If the the Faculty Hires table requires a Course Code, then we would not be able to enter new Faculty members hired before they are assigned a course.

Deletion Anomalies

In the Faculty Hires table above, if Bob Giddens in not teaching ENG206 this semester, we would remove him from this table. The removal would result in the loss of the hire date data stored in this table. Therefore, 2 independent fields may actually impact each other due to data. This is not a good database design.

Databases

A database is a structure that contains logically related data in a single repository. Through careful design and development a database can be a centralized storage facility that is accessed simulataneously by several departments and if one peice of data is updated, it is autmoatically updated everywhere as it is centralized and unique.

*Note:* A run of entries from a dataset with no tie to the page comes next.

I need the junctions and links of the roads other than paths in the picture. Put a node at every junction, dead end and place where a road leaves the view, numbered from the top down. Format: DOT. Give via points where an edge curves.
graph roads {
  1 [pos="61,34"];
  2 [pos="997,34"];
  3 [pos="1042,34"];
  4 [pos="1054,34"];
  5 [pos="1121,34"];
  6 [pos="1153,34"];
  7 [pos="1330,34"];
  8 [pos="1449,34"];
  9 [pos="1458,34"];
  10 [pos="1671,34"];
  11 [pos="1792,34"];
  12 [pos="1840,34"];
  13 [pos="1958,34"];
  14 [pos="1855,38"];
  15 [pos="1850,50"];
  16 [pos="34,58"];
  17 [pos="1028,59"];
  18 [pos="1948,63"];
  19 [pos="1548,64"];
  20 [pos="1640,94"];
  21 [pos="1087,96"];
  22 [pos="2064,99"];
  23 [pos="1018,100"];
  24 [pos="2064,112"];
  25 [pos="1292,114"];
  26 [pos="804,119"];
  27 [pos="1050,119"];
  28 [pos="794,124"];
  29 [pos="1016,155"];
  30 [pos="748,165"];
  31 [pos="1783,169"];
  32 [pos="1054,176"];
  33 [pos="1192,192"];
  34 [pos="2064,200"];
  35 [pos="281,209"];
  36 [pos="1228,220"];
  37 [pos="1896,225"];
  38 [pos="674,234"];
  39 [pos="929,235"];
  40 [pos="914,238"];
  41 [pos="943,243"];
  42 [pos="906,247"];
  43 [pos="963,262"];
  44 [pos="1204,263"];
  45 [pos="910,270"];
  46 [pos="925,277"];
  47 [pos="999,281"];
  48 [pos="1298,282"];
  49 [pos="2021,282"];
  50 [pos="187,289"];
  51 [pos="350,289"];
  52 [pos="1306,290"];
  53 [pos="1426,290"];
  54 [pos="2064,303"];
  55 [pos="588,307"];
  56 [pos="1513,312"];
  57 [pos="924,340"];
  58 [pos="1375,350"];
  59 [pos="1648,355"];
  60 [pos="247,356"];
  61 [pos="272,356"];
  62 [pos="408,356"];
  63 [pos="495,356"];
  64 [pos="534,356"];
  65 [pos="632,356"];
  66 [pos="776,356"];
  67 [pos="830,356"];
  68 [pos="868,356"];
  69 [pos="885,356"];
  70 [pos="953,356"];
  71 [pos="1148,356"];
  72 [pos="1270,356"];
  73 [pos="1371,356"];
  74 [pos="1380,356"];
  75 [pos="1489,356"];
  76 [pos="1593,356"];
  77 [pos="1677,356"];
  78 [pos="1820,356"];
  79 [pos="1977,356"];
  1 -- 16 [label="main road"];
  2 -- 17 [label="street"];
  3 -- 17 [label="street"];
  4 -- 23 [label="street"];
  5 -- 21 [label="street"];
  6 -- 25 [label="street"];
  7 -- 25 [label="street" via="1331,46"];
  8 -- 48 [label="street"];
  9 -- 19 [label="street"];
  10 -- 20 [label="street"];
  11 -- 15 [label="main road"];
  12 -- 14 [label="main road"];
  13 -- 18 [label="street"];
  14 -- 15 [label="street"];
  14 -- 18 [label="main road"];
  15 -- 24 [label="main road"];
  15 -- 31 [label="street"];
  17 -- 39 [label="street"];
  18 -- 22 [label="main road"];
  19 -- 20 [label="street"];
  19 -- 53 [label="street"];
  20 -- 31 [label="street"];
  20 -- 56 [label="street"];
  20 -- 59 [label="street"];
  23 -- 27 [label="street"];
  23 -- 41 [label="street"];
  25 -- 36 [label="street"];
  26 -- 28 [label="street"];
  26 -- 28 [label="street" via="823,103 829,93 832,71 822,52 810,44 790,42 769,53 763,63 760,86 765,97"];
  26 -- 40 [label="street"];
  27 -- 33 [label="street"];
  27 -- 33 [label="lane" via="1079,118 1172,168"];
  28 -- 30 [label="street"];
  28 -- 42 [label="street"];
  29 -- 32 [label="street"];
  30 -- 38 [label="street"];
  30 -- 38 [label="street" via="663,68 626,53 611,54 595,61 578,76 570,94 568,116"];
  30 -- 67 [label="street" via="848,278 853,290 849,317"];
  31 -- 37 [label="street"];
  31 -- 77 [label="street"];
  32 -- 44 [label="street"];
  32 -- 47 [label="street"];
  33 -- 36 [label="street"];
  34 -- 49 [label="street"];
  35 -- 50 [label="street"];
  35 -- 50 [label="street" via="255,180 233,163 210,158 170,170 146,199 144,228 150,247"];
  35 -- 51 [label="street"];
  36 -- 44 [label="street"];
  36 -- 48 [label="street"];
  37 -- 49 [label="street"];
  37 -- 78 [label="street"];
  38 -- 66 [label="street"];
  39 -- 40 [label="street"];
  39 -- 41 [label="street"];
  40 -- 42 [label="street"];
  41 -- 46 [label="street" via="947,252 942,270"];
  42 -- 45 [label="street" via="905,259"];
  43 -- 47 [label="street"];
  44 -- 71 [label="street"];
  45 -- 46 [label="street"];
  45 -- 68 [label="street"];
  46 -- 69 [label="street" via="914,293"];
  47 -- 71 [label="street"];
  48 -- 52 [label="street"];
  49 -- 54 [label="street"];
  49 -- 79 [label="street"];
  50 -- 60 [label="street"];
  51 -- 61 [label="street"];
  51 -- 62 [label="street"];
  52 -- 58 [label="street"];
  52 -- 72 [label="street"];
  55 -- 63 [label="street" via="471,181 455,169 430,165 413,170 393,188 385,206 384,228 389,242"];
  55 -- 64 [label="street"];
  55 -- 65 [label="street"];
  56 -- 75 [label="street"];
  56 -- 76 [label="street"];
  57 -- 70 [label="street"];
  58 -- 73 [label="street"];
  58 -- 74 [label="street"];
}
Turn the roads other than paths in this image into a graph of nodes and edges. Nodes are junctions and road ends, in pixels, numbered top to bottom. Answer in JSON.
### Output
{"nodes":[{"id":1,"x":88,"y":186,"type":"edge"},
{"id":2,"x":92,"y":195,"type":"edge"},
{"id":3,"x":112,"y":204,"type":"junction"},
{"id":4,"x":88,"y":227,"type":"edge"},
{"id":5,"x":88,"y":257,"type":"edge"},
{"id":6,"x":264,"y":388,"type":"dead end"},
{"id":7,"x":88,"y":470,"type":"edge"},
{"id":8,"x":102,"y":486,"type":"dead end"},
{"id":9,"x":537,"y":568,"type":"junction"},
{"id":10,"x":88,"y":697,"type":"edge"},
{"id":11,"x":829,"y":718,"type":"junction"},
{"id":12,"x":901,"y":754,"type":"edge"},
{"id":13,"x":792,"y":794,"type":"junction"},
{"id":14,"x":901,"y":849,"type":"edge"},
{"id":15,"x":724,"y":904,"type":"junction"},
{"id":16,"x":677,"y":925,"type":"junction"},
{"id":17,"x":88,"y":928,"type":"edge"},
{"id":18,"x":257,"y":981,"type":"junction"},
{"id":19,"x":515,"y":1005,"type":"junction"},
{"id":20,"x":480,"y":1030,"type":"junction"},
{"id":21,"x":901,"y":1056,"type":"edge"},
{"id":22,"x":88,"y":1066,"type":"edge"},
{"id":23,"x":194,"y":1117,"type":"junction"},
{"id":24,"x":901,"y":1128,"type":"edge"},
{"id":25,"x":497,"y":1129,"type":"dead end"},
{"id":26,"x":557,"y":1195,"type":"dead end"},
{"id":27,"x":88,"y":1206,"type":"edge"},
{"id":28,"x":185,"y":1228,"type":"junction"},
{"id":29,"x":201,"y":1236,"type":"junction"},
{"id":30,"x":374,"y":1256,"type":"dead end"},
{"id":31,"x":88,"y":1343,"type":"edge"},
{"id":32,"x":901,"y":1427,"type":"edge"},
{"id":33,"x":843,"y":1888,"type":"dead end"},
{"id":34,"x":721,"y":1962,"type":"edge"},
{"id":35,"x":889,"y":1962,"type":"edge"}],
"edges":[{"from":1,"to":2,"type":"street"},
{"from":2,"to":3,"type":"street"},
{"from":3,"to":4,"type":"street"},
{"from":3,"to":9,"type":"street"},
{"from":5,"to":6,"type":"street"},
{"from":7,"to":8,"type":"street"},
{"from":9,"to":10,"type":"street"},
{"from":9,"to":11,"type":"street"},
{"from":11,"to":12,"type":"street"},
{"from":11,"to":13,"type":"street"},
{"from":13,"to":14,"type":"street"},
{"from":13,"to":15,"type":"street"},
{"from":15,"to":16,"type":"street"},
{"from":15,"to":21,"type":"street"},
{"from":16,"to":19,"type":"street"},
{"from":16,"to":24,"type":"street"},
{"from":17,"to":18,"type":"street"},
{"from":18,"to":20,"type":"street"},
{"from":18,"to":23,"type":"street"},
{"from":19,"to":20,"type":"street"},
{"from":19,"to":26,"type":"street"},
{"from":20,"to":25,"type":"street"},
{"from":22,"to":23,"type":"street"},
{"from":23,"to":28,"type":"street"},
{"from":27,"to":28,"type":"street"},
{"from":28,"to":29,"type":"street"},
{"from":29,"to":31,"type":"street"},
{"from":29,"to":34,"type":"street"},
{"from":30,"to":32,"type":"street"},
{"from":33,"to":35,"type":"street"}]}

By using a database, data is much less likely to be subject accidental disorganization, is much more accessible, and integrated with all aspects of the business. The database is primarily a central data sotrage facility, but additionally allows data to be manipulated through sorting, matching, linking, aggregating, calculations and arrangements. The database can simultaneously be accessed by a web site, a mobile application, the warehouse computer, the sales department, accounting, and management all at the same time in real-time.

Benefits of Database Implementation

elimination of data redundancy
elimination of data repetition
storing great amounts of data with little to no physical space requirements
tactical and strategic decision support
supporting and feeding day to day business operations through production and transactions.
ability to get more information from the same amount of data through relations
sharing of data
security of data to authorized users
software independence (can restructure database without requiring updates to the software)

Database Management Systems

A database management system is a collection of programs that manages a database structure and controls access to the database (and ultimately the data). The database is just one of those programs in the collection. For the purposes of this course, we will be using the Oracle DBMS which comprised of Oracle12c (Data Server) and SQL Developer (User Interface and Access tool).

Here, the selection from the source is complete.